EXTRACTED RECORDS:

= = = =

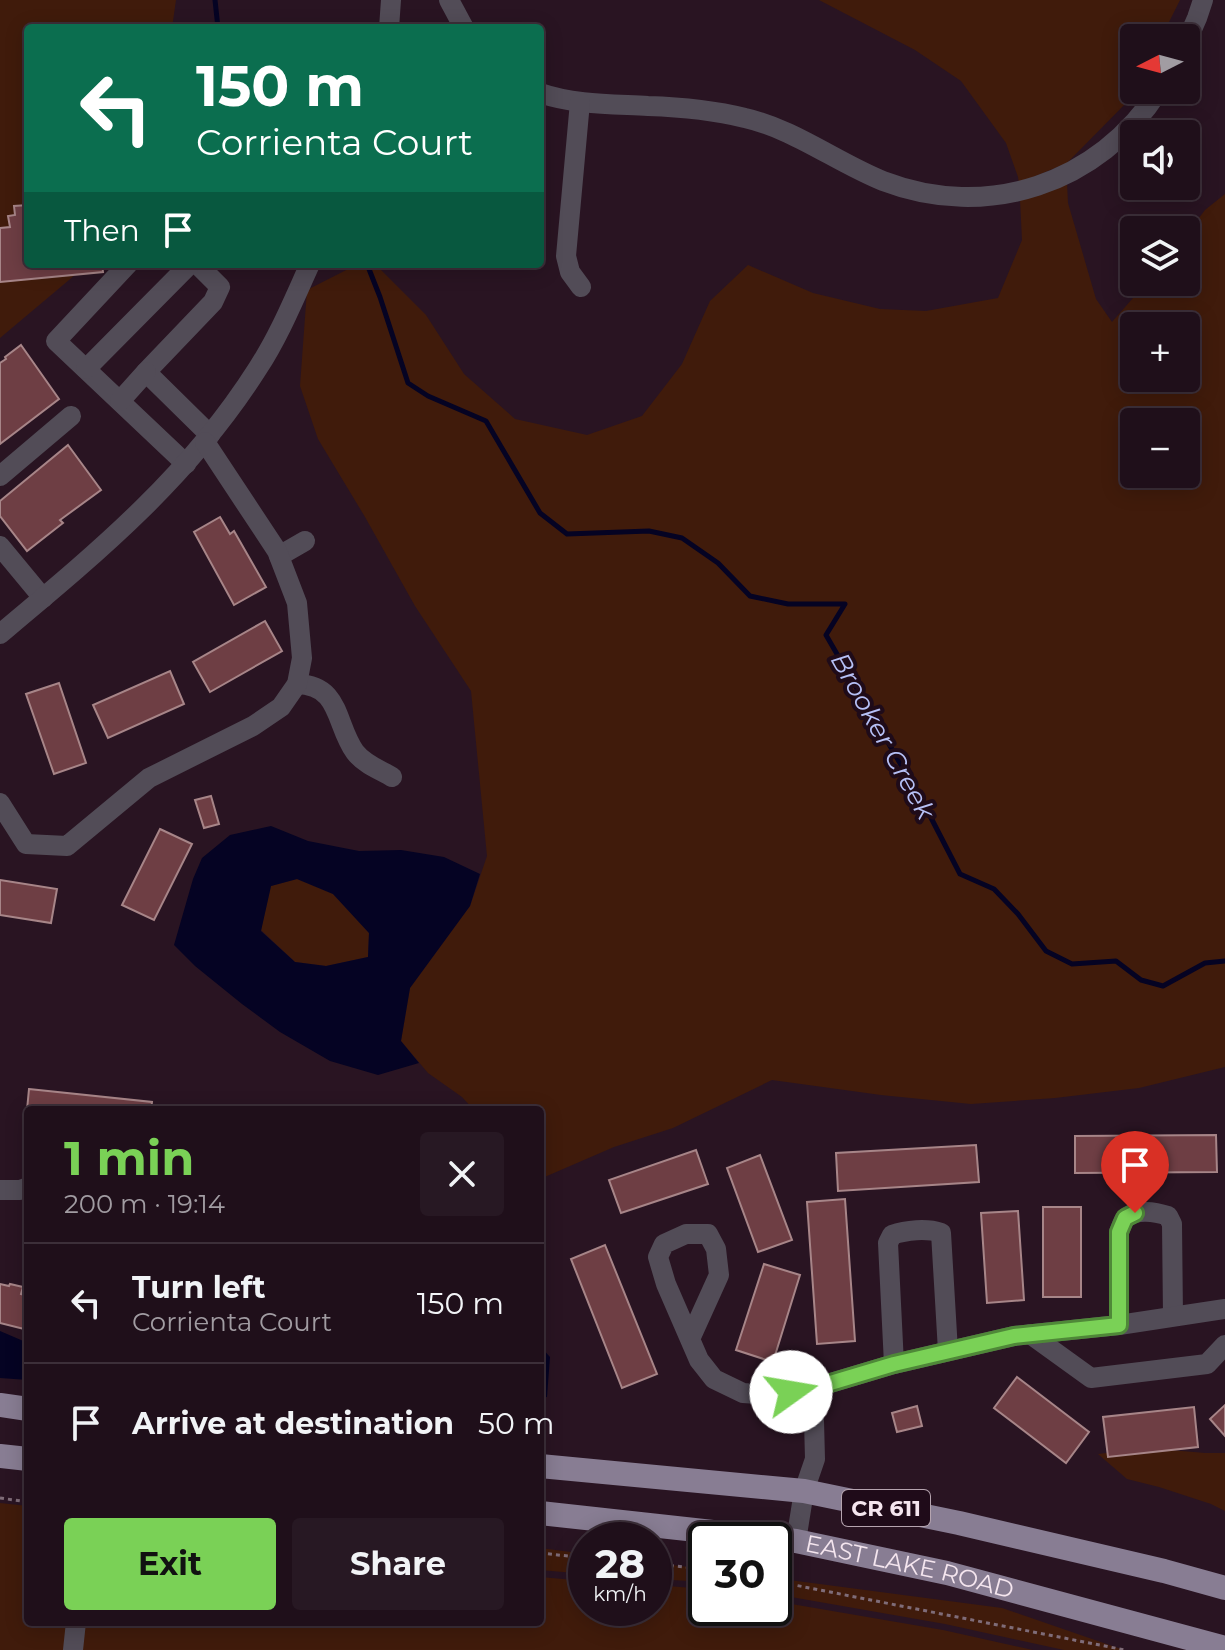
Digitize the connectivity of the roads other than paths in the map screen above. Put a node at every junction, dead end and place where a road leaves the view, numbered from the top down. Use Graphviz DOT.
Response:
graph roads {
  1 [pos="391,0"];
  2 [pos="449,0"];
  3 [pos="1203,0"];
  4 [pos="389,24"];
  5 [pos="462,24"];
  6 [pos="1194,24"];
  7 [pos="544,94"];
  8 [pos="580,102"];
  9 [pos="1148,104"];
  10 [pos="124,268"];
  11 [pos="186,268"];
  12 [pos="201,268"];
  13 [pos="308,268"];
  14 [pos="581,287"];
  15 [pos="86,369"];
  16 [pos="146,372"];
  17 [pos="120,401"];
  18 [pos="71,416"];
  19 [pos="208,438"];
  20 [pos="186,464"];
  21 [pos="0,476"];
  22 [pos="305,541"];
  23 [pos="0,546"];
  24 [pos="279,556"];
  25 [pos="43,598"];
  26 [pos="0,634"];
  27 [pos="297,684"];
  28 [pos="392,777"];
  29 [pos="0,803"];
  30 [pos="24,1188"];
  31 [pos="0,1190"];
  32 [pos="1225,1309"];
  33 [pos="1173,1316"];
  34 [pos="1119,1325"];
  35 [pos="1030,1334"];
  36 [pos="690,1339"];
  37 [pos="1225,1345"];
  38 [pos="948,1351"];
  39 [pos="894,1364"];
  40 [pos="807,1390"];
  41 [pos="0,1405"];
  42 [pos="24,1408"];
  43 [pos="0,1456"];
  44 [pos="24,1459"];
  45 [pos="544,1466"];
  46 [pos="804,1491"];
  47 [pos="544,1513"];
  48 [pos="796,1541"];
  49 [pos="1225,1588"];
  50 [pos="76,1626"];
  51 [pos="1225,1648"];
  52 [pos="73,1650"];
  1 -- 4 [label="street"];
  2 -- 5 [label="street"];
  3 -- 6 [label="street"];
  7 -- 8 [label="street"];
  8 -- 9 [label="street"];
  8 -- 14 [label="street"];
  10 -- 15 [label="street"];
  11 -- 15 [label="street"];
  12 -- 16 [label="street"];
  13 -- 19 [label="street"];
  15 -- 17 [label="street"];
  16 -- 17 [label="street"];
  16 -- 19 [label="street"];
  17 -- 20 [label="street"];
  18 -- 21 [label="street"];
  19 -- 20 [label="street"];
  19 -- 24 [label="street"];
  20 -- 25 [label="street"];
  22 -- 24 [label="street"];
  23 -- 25 [label="street"];
  24 -- 27 [label="street"];
  25 -- 26 [label="street"];
  27 -- 28 [label="street"];
  27 -- 29 [label="street"];
  30 -- 31 [label="street"];
  32 -- 33 [label="street"];
  33 -- 34 [label="street"];
  33 -- 34 [label="street"];
  34 -- 35 [label="street"];
  35 -- 37 [label="street"];
  35 -- 38 [label="street"];
  36 -- 36 [label="street"];
  36 -- 40 [label="street"];
  38 -- 39 [label="street"];
  38 -- 39 [label="street"];
  39 -- 40 [label="street"];
  40 -- 46 [label="street"];
  41 -- 42 [label="main road"];
  43 -- 44 [label="main road"];
  45 -- 46 [label="main road, CR 611"];
  46 -- 48 [label="street"];
  46 -- 49 [label="main road, CR 611"];
  47 -- 48 [label="main road, EAST LAKE ROAD / CR 611"];
  48 -- 51 [label="main road, EAST LAKE ROAD / CR 611"];
  50 -- 52 [label="street"];
}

= = = =

EXERCISE OBJECTIVE:
Search the listing above for the string "EAST" and copy each line that has it.

ANSWER BELOW:
  47 -- 48 [label="main road, EAST LAKE ROAD / CR 611"];
  48 -- 51 [label="main road, EAST LAKE ROAD / CR 611"];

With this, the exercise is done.